To be eligible both parents, or partners of parents, must be in work and each typically earning £139.52 or more per week; self- employed individuals also qualify if their average profits are above these figures.
As a temporary measure, during the COVID-19 crisis, the minimum earnings requirement for the subsidy and the 30 hours of free childcare for 3-4-year olds has been eased until 31st August*.
Parents in receipt of Childcare Vouchers from an employer are ineligible, as are parents or partners who have income of £100,000 or more – although this restriction has been eased too for critical workers.
Kay Ingram, Director of Public Policy at national financial planning group LEBC said:
“With rising numbers of parents returning to work but unable to call on grandparents for childcare, more families could ease the financial burden of lockdown by taking advantage of this scheme, which for a two-child family could save up to £4,000 a year.

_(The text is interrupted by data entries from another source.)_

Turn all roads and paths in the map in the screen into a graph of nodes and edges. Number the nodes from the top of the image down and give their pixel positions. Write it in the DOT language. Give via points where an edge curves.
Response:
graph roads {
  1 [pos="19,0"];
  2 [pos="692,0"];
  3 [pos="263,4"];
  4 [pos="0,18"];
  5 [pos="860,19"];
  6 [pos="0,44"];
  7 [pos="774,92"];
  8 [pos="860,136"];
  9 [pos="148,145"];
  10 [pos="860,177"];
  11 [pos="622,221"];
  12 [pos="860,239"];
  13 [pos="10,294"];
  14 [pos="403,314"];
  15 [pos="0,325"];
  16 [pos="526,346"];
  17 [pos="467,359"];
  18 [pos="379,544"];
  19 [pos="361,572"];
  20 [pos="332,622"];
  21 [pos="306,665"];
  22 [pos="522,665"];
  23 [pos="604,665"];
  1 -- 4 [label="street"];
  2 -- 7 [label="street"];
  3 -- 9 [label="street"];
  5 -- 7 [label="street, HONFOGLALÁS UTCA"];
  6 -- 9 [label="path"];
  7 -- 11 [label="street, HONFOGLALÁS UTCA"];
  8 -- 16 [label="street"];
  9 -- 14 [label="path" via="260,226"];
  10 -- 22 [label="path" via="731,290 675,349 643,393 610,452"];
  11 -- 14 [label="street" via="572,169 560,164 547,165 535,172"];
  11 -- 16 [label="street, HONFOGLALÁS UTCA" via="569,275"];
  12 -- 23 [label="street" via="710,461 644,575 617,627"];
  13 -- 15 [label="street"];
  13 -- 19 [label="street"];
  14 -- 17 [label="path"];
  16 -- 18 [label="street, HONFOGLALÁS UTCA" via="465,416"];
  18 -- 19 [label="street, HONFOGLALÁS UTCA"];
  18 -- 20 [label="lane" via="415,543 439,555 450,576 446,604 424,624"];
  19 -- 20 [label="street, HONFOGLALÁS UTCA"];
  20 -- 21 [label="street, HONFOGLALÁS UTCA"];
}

“Parents who usually earn above the threshold of £100,000 may have seen a dip in earnings this year during lockdown, so claiming taxpayer funded help with childcare will help meet what is likely to be a rising cost. They can review this on a tax year basis, and should their income exceed the threshold again, making additional pension savings would reduce the income which counts towards the eligibility criteria. Higher earning critical workers will also now be eligible for this scheme.
“Parents currently receiving Childcare Vouchers from an employer with children under age 12 may also benefit by swapping these for the Tax-Free Childcare Account, especially if they have a larger family, where the tax subsidy can be greater than with Vouchers.”